1Bei der Flüchtlings- und Integrationsberatung, den besonderen Maßnahmen und der Förderung der hauptamtlichen Integrationslotsinnen und Integrationslotsen ist ein entsprechender Antrag auf Zuwendung vor Beginn des Bewilligungszeitraums grundsätzlich bis spätestens 15. November des Vorjahres zu stellen. 2Etwaige Änderungen nach Antragstellung können der Bewilligungsbehörde noch bis spätestens 15. März des Bewilligungszeitraums mitgeteilt werden. 3Auf der Grundlage des gestellten Antrags und der bis dahin mitgeteilten Änderungen erlässt die Bewilligungsbehörde einen Bewilligungsbescheid. 4Dieser steht unter dem Vorbehalt etwaiger Änderungen der tatsächlichen Verhältnisse nach Bescheiderlass. 5Bei der außerschulischen Hausaufgabenhilfe mit Schwerpunkt Deutschförderung ist ein entsprechender Antrag rechtzeitig vor Beginn des geplanten Bewilligungszeitraums zu stellen. 6Auf dessen Grundlage erlässt die Bewilligungsbehörde wiederum einen Bewilligungsbescheid. 7Die Bewilligungsbehörde kann bei Vorliegen der Voraussetzungen der VV Nr. 1.3.3 zu Art. 44 BayHO auf Antrag die Einwilligung zum vorzeitigen Maßnahmebeginn erteilen. 8Anträge auf Zuwendungen nach dieser Richtlinie sind unter Verwendung der bei der Bewilligungsbehörde erhältlichen Vordrucke zu erstellen. 9Bei der Beantragung einer Zuwendung zur Flüchtlings- und Integrationsberatung oder einer besonderen Maßnahme ist dem Staatsministerium für Arbeit und Soziales, Familie und Integration ein Abdruck (mit Anlagen) ausschließlich in digitaler Form zu übersenden.
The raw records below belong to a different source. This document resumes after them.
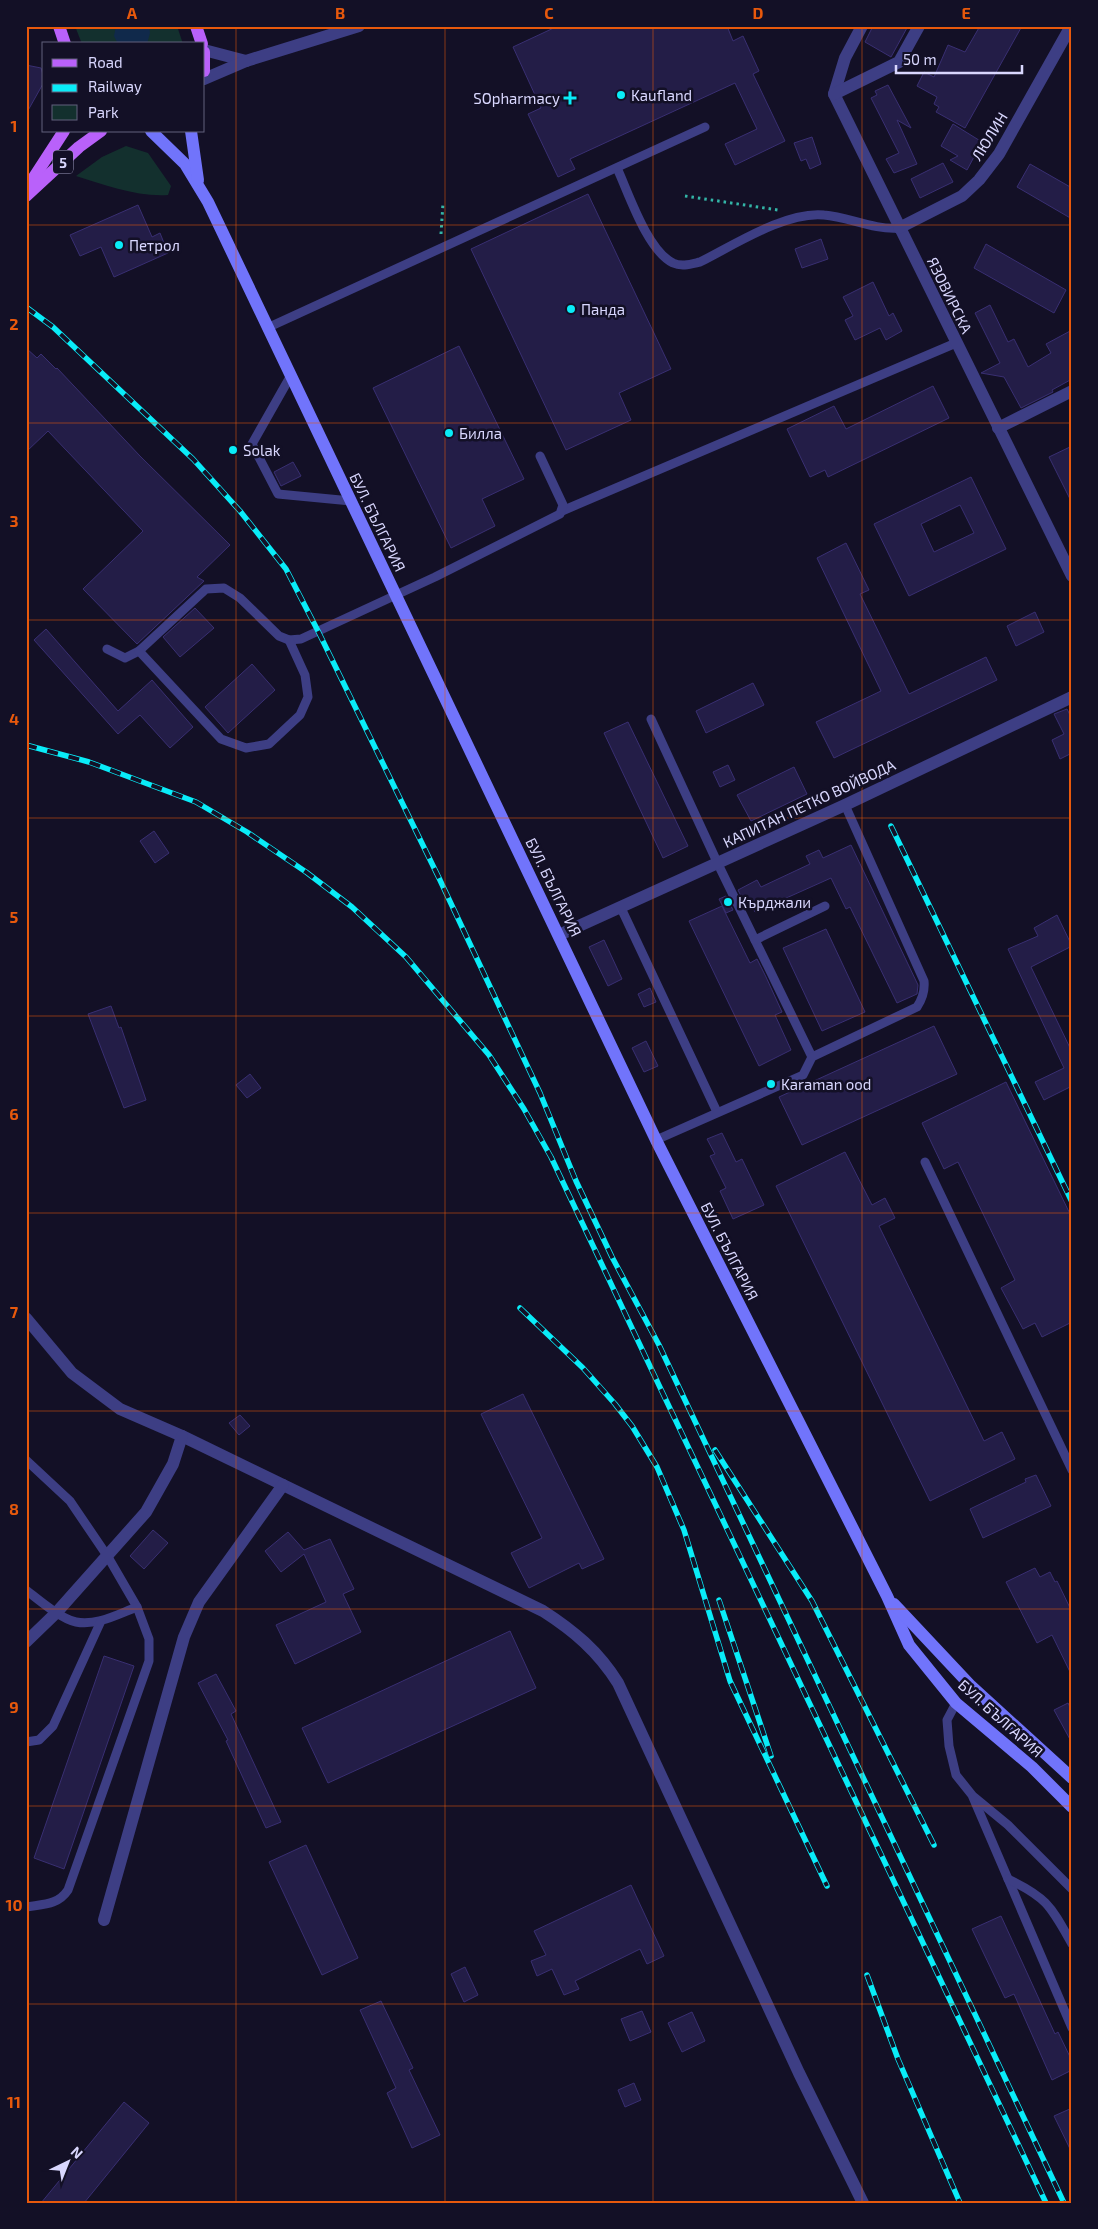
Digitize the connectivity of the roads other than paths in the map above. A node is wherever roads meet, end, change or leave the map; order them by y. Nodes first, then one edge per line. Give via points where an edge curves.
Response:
1 (59, 26) edge
2 (196, 26) edge
3 (862, 26) edge
4 (920, 26) edge
5 (1071, 26) edge
6 (352, 28) edge
7 (64, 42) edge
8 (201, 42) edge
9 (205, 51) edge
10 (246, 62) junction
11 (205, 80) edge
12 (834, 94) junction
13 (704, 126) dead end
14 (63, 132) edge
15 (100, 132) edge
16 (152, 132) edge
17 (192, 132) edge
18 (616, 168) junction
19 (200, 187) junction
20 (26, 190) edge
21 (26, 196) edge
22 (899, 228) junction
23 (268, 328) junction
24 (956, 343) junction
25 (290, 377) junction
26 (1072, 392) edge
27 (998, 428) junction
28 (540, 456) dead end
29 (350, 501) junction
30 (562, 510) junction
31 (1072, 576) edge
32 (396, 595) junction
33 (289, 640) junction
34 (107, 649) dead end
35 (139, 651) junction
36 (1072, 697) edge
37 (651, 719) dead end
38 (845, 805) junction
39 (718, 864) junction
40 (825, 906) dead end
41 (620, 908) junction
42 (559, 935) junction
43 (755, 940) junction
44 (812, 1057) junction
45 (717, 1112) junction
46 (656, 1140) junction
47 (925, 1162) dead end
48 (26, 1318) edge
49 (182, 1436) junction
50 (26, 1460) edge
51 (1072, 1470) edge
52 (283, 1485) junction
53 (108, 1557) junction
54 (26, 1590) edge
55 (887, 1596) junction
56 (137, 1607) junction
57 (57, 1612) junction
58 (101, 1621) junction
59 (26, 1642) edge
60 (956, 1703) junction
61 (26, 1742) edge
62 (1072, 1778) edge
63 (972, 1795) junction
64 (1070, 1802) edge
65 (1008, 1879) junction
66 (1072, 1889) edge
67 (26, 1907) edge
68 (104, 1920) dead end
69 (1072, 1944) edge
70 (1072, 2028) edge
71 (863, 2203) edge

1 - 7 main road
2 - 8 main road
3 - 12 street via 845,58
4 - 12 street via 899,62
5 - 22 street, ЛЮЛИН via 980,180 962,196
6 - 10 street
9 - 10 street
10 - 11 street
12 - 22 street, ЯЗОВИРСКА
13 - 18 lane
14 - 20 main road, 5
15 - 21 main road, 5
16 - 19 street, БУЛ. БЪЛГАРИЯ via 185,164
17 - 19 street, БУЛ. БЪЛГАРИЯ
18 - 22 lane via 653,243 662,256 675,264 700,262 803,214 825,215 886,229
18 - 23 lane
19 - 23 street, БУЛ. БЪЛГАРИЯ
22 - 24 street, ЯЗОВИРСКА
23 - 25 street, БУЛ. БЪЛГАРИЯ
24 - 27 street, ЯЗОВИРСКА
24 - 30 lane
25 - 29 street, БУЛ. БЪЛГАРИЯ
25 - 29 lane via 252,444 278,494
26 - 27 street
27 - 31 street, ЯЗОВИРСКА
28 - 30 lane via 563,505
29 - 32 street, БУЛ. БЪЛГАРИЯ
30 - 32 lane via 560,514
32 - 33 lane via 301,639
32 - 42 street, БУЛ. БЪЛГАРИЯ
33 - 35 lane via 279,636 240,598 224,588 206,589
33 - 35 lane via 305,675 308,698 300,715 269,744 246,748 221,739
34 - 35 lane via 125,658
36 - 38 street, КАПИТАН ПЕТКО ВОЙВОДА
37 - 39 lane
38 - 39 street, КАПИТАН ПЕТКО ВОЙВОДА
38 - 44 lane via 924,981 925,991 917,1007
39 - 41 street, КАПИТАН ПЕТКО ВОЙВОДА
39 - 43 lane
40 - 43 lane
41 - 42 street, КАПИТАН ПЕТКО ВОЙВОДА
41 - 45 lane
42 - 46 street, БУЛ. БЪЛГАРИЯ
43 - 44 lane
44 - 45 lane via 803,1075
45 - 46 lane
46 - 55 street, БУЛ. БЪЛГАРИЯ
47 - 51 lane
48 - 49 street via 79,1378 120,1409
49 - 52 street
49 - 53 street via 173,1464 150,1506
50 - 53 lane via 70,1501
52 - 68 street via 200,1602 184,1637
52 - 71 street via 543,1611 569,1627 606,1664 618,1683
53 - 56 lane
53 - 57 street
54 - 57 lane
55 - 60 street, БУЛ. БЪЛГАРИЯ via 908,1645
55 - 62 street, БУЛ. БЪЛГАРИЯ via 971,1686
56 - 58 lane
56 - 67 lane via 148,1639 149,1661 78,1863 63,1897 54,1903
57 - 58 lane via 76,1622
57 - 59 street
58 - 61 lane via 53,1726 40,1740
60 - 63 lane via 947,1720 949,1746 956,1775
60 - 64 street, БУЛ. БЪЛГАРИЯ
63 - 65 lane
63 - 66 lane via 1008,1825
65 - 69 lane via 1031,1890 1050,1905
65 - 70 lane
13.3 Stellenveränderung bei der Flüchtlings- und Integrationsberatung

1Die Einrichtung neuer Stellen, die Ausweitung bereits bestehender Stellen und wieder zu besetzender Stellen im Bereich der Flüchtlings- und Integrationsberatung sind vorher dem Staatsministerium für Arbeit und Soziales, Familie und Integration zur Zustimmung vorzulegen. 2Nr. 4.1 Satz 2 gilt bei der Einrichtung neuer und Ausweitung bestehender Stellen entsprechend. 3Auch der Abbau oder die Reduzierung von Stellen sind dem Staatsministerium für Arbeit und Soziales, Familie und Integration unverzüglich mitzuteilen.

13.4 Abschlagszahlungen

1Die Bewilligungsbehörde ist bei Zuwendungen im Rahmen der Flüchtlings- und Integrationsberatung berechtigt, nach Erlass des Bewilligungsbescheids auf Antrag maximal zweimal im Bewilligungszeitraum Abschläge in Höhe von bis zu 90 % der bis dahin möglichen Förderung zu zahlen. 2Der zweite der beiden Abschläge kann bis spätestens 31. Oktober des Bewilligungszeitraums beantragt werden. 3Er setzt voraus, dass der Bewilligungsbehörde spätestens mit Antragstellung eine Mitteilung des Zuwendungsempfängers über zwischenzeitliche Änderungen der tatsächlichen Verhältnisse zugeht. 4Eine etwaig zustehende Restzahlung erfolgt nach Prüfung des Verwendungsnachweises. 5Abschlagszahlungen für besondere Maßnahmen und die Förderung hauptamtlicher Integrationslotsinnen und Integrationslotsen richten sich nach Nr. 1.4 ANBest-P beziehungsweise Nr. 1.3 ANBest-K. 6Die Anträge sind unter Verwendung der bei der Bewilligungsbehörde erhältlichen Vordrucke zur erstellen.

13.5 Reporting

1Die im Rahmen der Flüchtlings- und Integrationsberatung tätigen Verbände und Körperschaften erstellen halbjährlich einen Bericht über die allgemeine Situation und besondere Vorkommnisse und übersenden diesen an den entsprechenden Zuwendungsempfänger. 2Dieser konsolidiert den Bericht und leitet den konsolidierten Bericht ausschließlich in digitaler Form an das Staatsministerium für Arbeit und Soziales, Familie und Integration weiter. 3Das Staatsministerium für Arbeit und Soziales, Familie und Integration wirkt zudem gemeinsam mit den Zuwendungsempfängern darauf hin, eine Basis für eine begleitende Evaluierung festzulegen.